## Description of the task:
Find the lines of the material below that include the string "MAGUIGUANA", then copy each one.

——

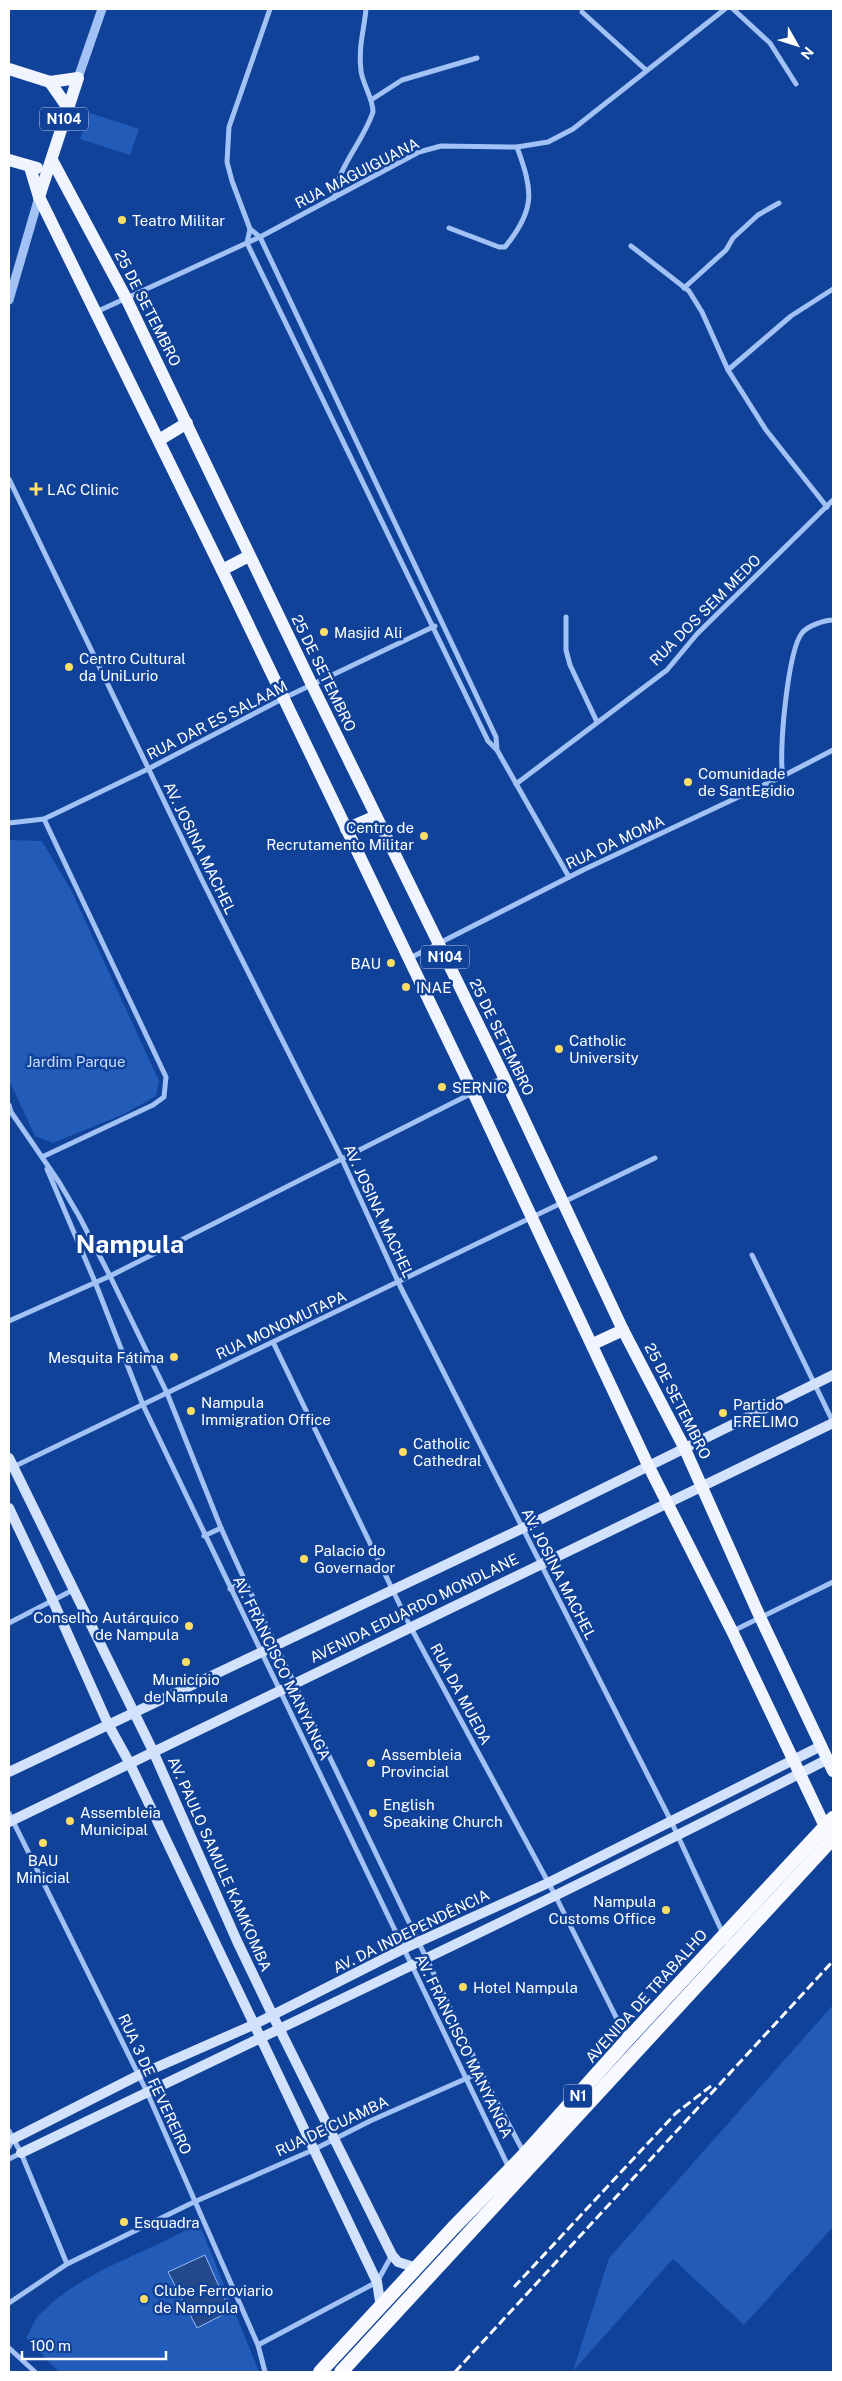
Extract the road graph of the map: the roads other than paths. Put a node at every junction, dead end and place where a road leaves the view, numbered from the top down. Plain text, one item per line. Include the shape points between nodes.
1 (102, 9) edge
2 (270, 9) edge
3 (366, 9) edge
4 (725, 9) edge
5 (733, 9) edge
6 (582, 12) dead end
7 (477, 58) dead end
8 (9, 69) edge
9 (646, 70) junction
10 (78, 78) junction
11 (50, 82) junction
12 (796, 84) dead end
13 (371, 100) junction
14 (68, 108) junction
15 (517, 147) junction
16 (9, 160) edge
17 (52, 160) junction
18 (30, 167) junction
19 (39, 197) junction
20 (334, 198) junction
21 (779, 203) dead end
22 (449, 228) dead end
23 (250, 229) junction
24 (260, 237) junction
25 (246, 243) junction
26 (631, 246) dead end
27 (684, 288) junction
28 (833, 289) edge
29 (126, 298) junction
30 (9, 300) edge
31 (96, 312) junction
32 (728, 370) junction
33 (187, 423) junction
34 (159, 440) junction
35 (9, 480) edge
36 (833, 500) edge
37 (827, 507) junction
38 (249, 556) junction
39 (222, 570) junction
40 (566, 617) dead end
41 (833, 620) edge
42 (441, 623) junction
43 (433, 627) junction
44 (312, 686) junction
45 (284, 698) junction
46 (482, 709) junction
47 (474, 712) junction
48 (598, 722) junction
49 (497, 750) junction
50 (833, 750) edge
51 (148, 770) junction
52 (784, 776) junction
53 (516, 784) junction
54 (376, 816) junction
55 (44, 819) junction
56 (9, 823) edge
57 (346, 829) junction
58 (569, 877) junction
59 (439, 943) junction
60 (409, 959) junction
61 (504, 1077) junction
62 (474, 1092) junction
63 (9, 1105) edge
64 (10, 1113) edge
65 (42, 1157) junction
66 (655, 1158) dead end
67 (342, 1159) junction
68 (564, 1203) junction
69 (532, 1218) junction
70 (752, 1255) dead end
71 (110, 1276) junction
72 (95, 1282) junction
73 (399, 1283) junction
74 (9, 1321) edge
75 (623, 1330) junction
76 (273, 1342) junction
77 (592, 1344) junction
78 (833, 1375) edge
79 (815, 1384) junction
80 (167, 1393) junction
81 (143, 1405) junction
82 (833, 1422) edge
83 (684, 1447) junction
84 (10, 1465) edge
85 (648, 1465) junction
86 (702, 1486) junction
87 (668, 1503) junction
88 (9, 1508) edge
89 (221, 1528) junction
90 (521, 1529) junction
91 (204, 1536) junction
92 (540, 1565) junction
93 (245, 1581) junction
94 (833, 1582) edge
95 (230, 1589) junction
96 (393, 1589) junction
97 (73, 1590) junction
98 (53, 1601) junction
99 (760, 1617) junction
100 (9, 1623) edge
101 (410, 1626) junction
102 (732, 1631) junction
103 (276, 1645) junction
104 (260, 1652) junction
105 (294, 1683) junction
106 (279, 1690) junction
107 (134, 1713) junction
108 (108, 1724) junction
109 (821, 1746) junction
110 (153, 1752) junction
111 (792, 1760) junction
112 (129, 1762) junction
113 (830, 1765) edge
114 (9, 1772) edge
115 (800, 1774) junction
116 (10, 1818) edge
117 (671, 1820) junction
118 (831, 1831) edge
119 (678, 1835) junction
120 (548, 1883) junction
121 (555, 1895) junction
122 (724, 1935) junction
123 (418, 1942) junction
124 (403, 1949) junction
125 (732, 1951) junction
126 (425, 1958) junction
127 (411, 1965) junction
128 (273, 2016) junction
129 (253, 2025) junction
130 (280, 2030) junction
131 (261, 2039) junction
132 (628, 2040) junction
133 (635, 2054) junction
134 (481, 2072) junction
135 (139, 2075) junction
136 (466, 2079) junction
137 (147, 2092) junction
138 (10, 2139) edge
139 (334, 2140) junction
140 (313, 2150) junction
141 (21, 2153) junction
142 (9, 2159) edge
143 (529, 2160) junction
144 (509, 2168) junction
145 (517, 2182) junction
146 (194, 2202) junction
147 (453, 2228) junction
148 (466, 2238) junction
149 (392, 2255) junction
150 (67, 2264) junction
151 (417, 2268) junction
152 (377, 2282) junction
153 (9, 2303) edge
154 (381, 2308) junction
155 (258, 2345) junction
156 (9, 2348) edge
157 (35, 2372) edge
158 (265, 2372) edge
159 (320, 2372) edge
160 (341, 2372) edge

1 - 10 street, N104
2 - 23 street via 229,127 227,162
3 - 13 street via 360,44 364,81
4 - 9 street, RUA MAGUIGUANA
5 - 12 street via 770,43
6 - 9 street
7 - 13 street via 402,80
8 - 11 main road
9 - 15 street, RUA MAGUIGUANA via 573,129 548,142
10 - 11 main road
10 - 14 main road, N104
11 - 14 main road, N104
13 - 20 street via 371,117 342,172
14 - 17 main road, N104
15 - 20 street, RUA MAGUIGUANA via 441,146 419,152
15 - 22 street via 529,185 529,202 524,221 505,247 499,248
16 - 18 main road
17 - 18 main road via 41,167
17 - 19 main road, N104
17 - 29 main road, 25 DE SETEMBRO / N104
18 - 19 main road, N104
19 - 30 street
19 - 31 main road, N104
20 - 24 street, RUA MAGUIGUANA
21 - 27 street via 758,215 732,238 726,250
23 - 24 street
23 - 25 street
24 - 25 street, RUA MAGUIGUANA
24 - 42 street
25 - 29 street, RUA MAGUIGUANA
25 - 43 street
26 - 27 street
27 - 32 street via 702,312
28 - 32 street via 791,316
29 - 31 street, RUA MAGUIGUANA
29 - 33 main road, 25 DE SETEMBRO / N104
31 - 34 main road, N104
32 - 37 street via 766,430
33 - 34 main road
33 - 38 main road, 25 DE SETEMBRO / N104
34 - 39 main road, N104
35 - 51 street, AV. JOSINA MACHEL
36 - 37 street, RUA DOS SEM MEDO
37 - 48 street, RUA DOS SEM MEDO via 697,634 667,670
38 - 39 main road
38 - 44 main road, 25 DE SETEMBRO / N104
39 - 45 main road, N104
40 - 48 street via 566,650 570,665
41 - 52 street via 802,632 796,646 784,713 780,763
42 - 43 street, RUA DAR ES SALAAM
42 - 46 street
43 - 44 street, RUA DAR ES SALAAM
43 - 47 street
44 - 45 street, RUA DAR ES SALAAM
44 - 54 main road, 25 DE SETEMBRO / N104
45 - 51 street, RUA DAR ES SALAAM
45 - 57 main road, N104
46 - 47 street
46 - 49 street via 496,737
47 - 49 street via 488,741
48 - 53 street, RUA DOS SEM MEDO
49 - 53 street
50 - 52 street, RUA DA MOMA
51 - 55 street, RUA DAR ES SALAAM
51 - 67 street, AV. JOSINA MACHEL
52 - 58 street, RUA DA MOMA
53 - 58 street
54 - 57 main road
54 - 59 main road, 25 DE SETEMBRO / N104
55 - 56 street, RUA DAR ES SALAAM
55 - 65 street via 166,1077 164,1097 153,1106
57 - 60 main road, N104
58 - 59 street, RUA DA MOMA
59 - 60 street, RUA DA MOMA
59 - 61 main road, 25 DE SETEMBRO / N104
60 - 62 main road, N104
61 - 62 street
61 - 68 main road, 25 DE SETEMBRO / N104
62 - 67 street
62 - 69 main road, N104
63 - 64 street, AV. FRANCISCO MANYANGA
64 - 65 street, AV. FRANCISCO MANYANGA
65 - 71 street, AV. FRANCISCO MANYANGA via 79,1216
65 - 72 street, AV. FRANCISCO MANYANGA
66 - 68 street, RUA MONOMUTAPA
67 - 71 street
67 - 73 street, AV. JOSINA MACHEL
68 - 69 street, RUA MONOMUTAPA
68 - 75 main road, 25 DE SETEMBRO / N104
69 - 73 street, RUA MONOMUTAPA
69 - 77 main road, N104
70 - 79 street
71 - 72 street
71 - 80 street, AV. FRANCISCO MANYANGA
72 - 74 street
72 - 81 street, AV. FRANCISCO MANYANGA
73 - 76 street, RUA MONOMUTAPA
73 - 90 street, AV. JOSINA MACHEL
75 - 77 main road
75 - 83 main road, 25 DE SETEMBRO / N104
76 - 80 street, RUA MONOMUTAPA
76 - 96 street, RUA DA MUEDA
77 - 85 main road, N104
78 - 79 main road, AVENIDA EDUARDO MONDLANE
79 - 82 street
79 - 83 main road, AVENIDA EDUARDO MONDLANE
80 - 81 street, RUA MONOMUTAPA
80 - 89 street, AV. FRANCISCO MANYANGA
81 - 84 street, RUA MONOMUTAPA
81 - 91 street, AV. FRANCISCO MANYANGA
82 - 86 main road, AVENIDA EDUARDO MONDLANE
83 - 85 main road, AVENIDA EDUARDO MONDLANE
83 - 86 main road, 25 DE SETEMBRO / N104
84 - 97 main road, AV. PAULO SAMULE KAMKOMBA
85 - 87 main road, N104
85 - 90 main road, AVENIDA EDUARDO MONDLANE
86 - 87 main road, AVENIDA EDUARDO MONDLANE
86 - 99 main road, 25 DE SETEMBRO / N104
87 - 92 main road, AVENIDA EDUARDO MONDLANE
87 - 102 main road, N104
88 - 98 main road
89 - 91 street
89 - 93 street, AV. FRANCISCO MANYANGA
90 - 92 street, AV. JOSINA MACHEL
90 - 96 main road, AVENIDA EDUARDO MONDLANE
91 - 95 street, AV. FRANCISCO MANYANGA
92 - 101 main road, AVENIDA EDUARDO MONDLANE
92 - 117 street, AV. JOSINA MACHEL
93 - 95 street
93 - 103 street, AV. FRANCISCO MANYANGA
94 - 99 street
95 - 104 street, AV. FRANCISCO MANYANGA
96 - 101 street, RUA DA MUEDA
96 - 103 main road, AVENIDA EDUARDO MONDLANE
97 - 98 street
97 - 107 main road, AV. PAULO SAMULE KAMKOMBA
98 - 100 street
98 - 108 main road
99 - 102 street
99 - 109 main road, 25 DE SETEMBRO / N104
101 - 105 main road, AVENIDA EDUARDO MONDLANE
101 - 120 street, RUA DA MUEDA
102 - 111 main road, N104
103 - 104 main road, AVENIDA EDUARDO MONDLANE
103 - 105 street, AV. FRANCISCO MANYANGA
104 - 106 street, AV. FRANCISCO MANYANGA
104 - 107 main road, AVENIDA EDUARDO MONDLANE
105 - 106 main road, AVENIDA EDUARDO MONDLANE
105 - 123 street, AV. FRANCISCO MANYANGA
106 - 110 main road, AVENIDA EDUARDO MONDLANE
106 - 124 street, AV. FRANCISCO MANYANGA
107 - 108 main road, AVENIDA EDUARDO MONDLANE
107 - 110 main road, AV. PAULO SAMULE KAMKOMBA
108 - 112 main road
108 - 114 main road, AVENIDA EDUARDO MONDLANE
109 - 111 main road, AV. DA INDEPENDÊNCIA
109 - 113 main road, 25 DE SETEMBRO / N104
110 - 112 main road, AVENIDA EDUARDO MONDLANE
110 - 128 main road, AV. PAULO SAMULE KAMKOMBA
111 - 115 main road, N104
111 - 117 main road, AV. DA INDEPENDÊNCIA
112 - 116 main road, AVENIDA EDUARDO MONDLANE
112 - 129 main road
113 - 115 main road, AV. DA INDEPENDÊNCIA
115 - 118 main road, N104
115 - 119 main road, AV. DA INDEPENDÊNCIA
116 - 135 street, RUA 3 DE FEVEREIRO
117 - 119 street, AV. JOSINA MACHEL
117 - 120 main road, AV. DA INDEPENDÊNCIA
118 - 122 highway, AVENIDA DE TRABALHO / N1
118 - 125 highway, AVENIDA DE TRABALHO / N1
119 - 121 main road, AV. DA INDEPENDÊNCIA
119 - 122 street, AV. JOSINA MACHEL
120 - 121 street, RUA DA MUEDA
120 - 123 main road, AV. DA INDEPENDÊNCIA
121 - 126 main road, AV. DA INDEPENDÊNCIA
121 - 132 street, RUA DA MUEDA
122 - 125 street, AV. JOSINA MACHEL
122 - 132 highway, AVENIDA DE TRABALHO / N1
123 - 124 main road, AV. DA INDEPENDÊNCIA
123 - 126 street, AV. FRANCISCO MANYANGA
124 - 127 street, AV. FRANCISCO MANYANGA
124 - 128 main road, AV. DA INDEPENDÊNCIA
125 - 133 highway, AVENIDA DE TRABALHO / N1
126 - 127 main road, AV. DA INDEPENDÊNCIA
126 - 134 street, AV. FRANCISCO MANYANGA
127 - 130 main road, AV. DA INDEPENDÊNCIA
127 - 136 street, AV. FRANCISCO MANYANGA
128 - 129 main road, AV. DA INDEPENDÊNCIA
128 - 130 main road, AV. PAULO SAMULE KAMKOMBA
129 - 131 main road
129 - 135 main road, AV. DA INDEPENDÊNCIA
130 - 131 main road, AV. DA INDEPENDÊNCIA
130 - 139 main road, AV. PAULO SAMULE KAMKOMBA
131 - 137 main road, AV. DA INDEPENDÊNCIA
131 - 140 main road
132 - 133 street, RUA DA MUEDA
132 - 143 highway, AVENIDA DE TRABALHO / N1
133 - 143 highway, AVENIDA DE TRABALHO / N1
134 - 136 street, RUA DE CUAMBA
134 - 143 street, AV. FRANCISCO MANYANGA
135 - 137 street, RUA 3 DE FEVEREIRO
135 - 138 main road, AV. DA INDEPENDÊNCIA
136 - 139 street, RUA DE CUAMBA
136 - 144 street, AV. FRANCISCO MANYANGA
137 - 141 main road, AV. DA INDEPENDÊNCIA
137 - 146 street, RUA 3 DE FEVEREIRO
138 - 141 street
139 - 140 street, RUA DE CUAMBA
139 - 149 main road, AV. PAULO SAMULE KAMKOMBA
140 - 146 street, RUA DE CUAMBA
140 - 152 main road
141 - 142 street
141 - 150 street
143 - 144 highway, AVENIDA DE TRABALHO / N1
143 - 145 highway, AVENIDA DE TRABALHO / N1
144 - 145 street, AV. FRANCISCO MANYANGA
144 - 147 highway, AVENIDA DE TRABALHO / N1
145 - 148 highway, AVENIDA DE TRABALHO / N1
146 - 150 street, RUA DE CUAMBA
146 - 155 street, RUA 3 DE FEVEREIRO
147 - 148 highway
147 - 151 highway, AVENIDA DE TRABALHO / N1
148 - 160 highway, AVENIDA DE TRABALHO / N1
149 - 151 main road via 398,2262
149 - 152 street
150 - 153 street, RUA DE CUAMBA
151 - 154 highway, AVENIDA DE TRABALHO / N1
152 - 154 main road
152 - 155 street
154 - 159 highway, AVENIDA DE TRABALHO / N1
155 - 158 street, RUA 3 DE FEVEREIRO
156 - 157 street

——

## Completed task:
4 - 9 street, RUA MAGUIGUANA
9 - 15 street, RUA MAGUIGUANA via 573,129 548,142
15 - 20 street, RUA MAGUIGUANA via 441,146 419,152
20 - 24 street, RUA MAGUIGUANA
24 - 25 street, RUA MAGUIGUANA
25 - 29 street, RUA MAGUIGUANA
29 - 31 street, RUA MAGUIGUANA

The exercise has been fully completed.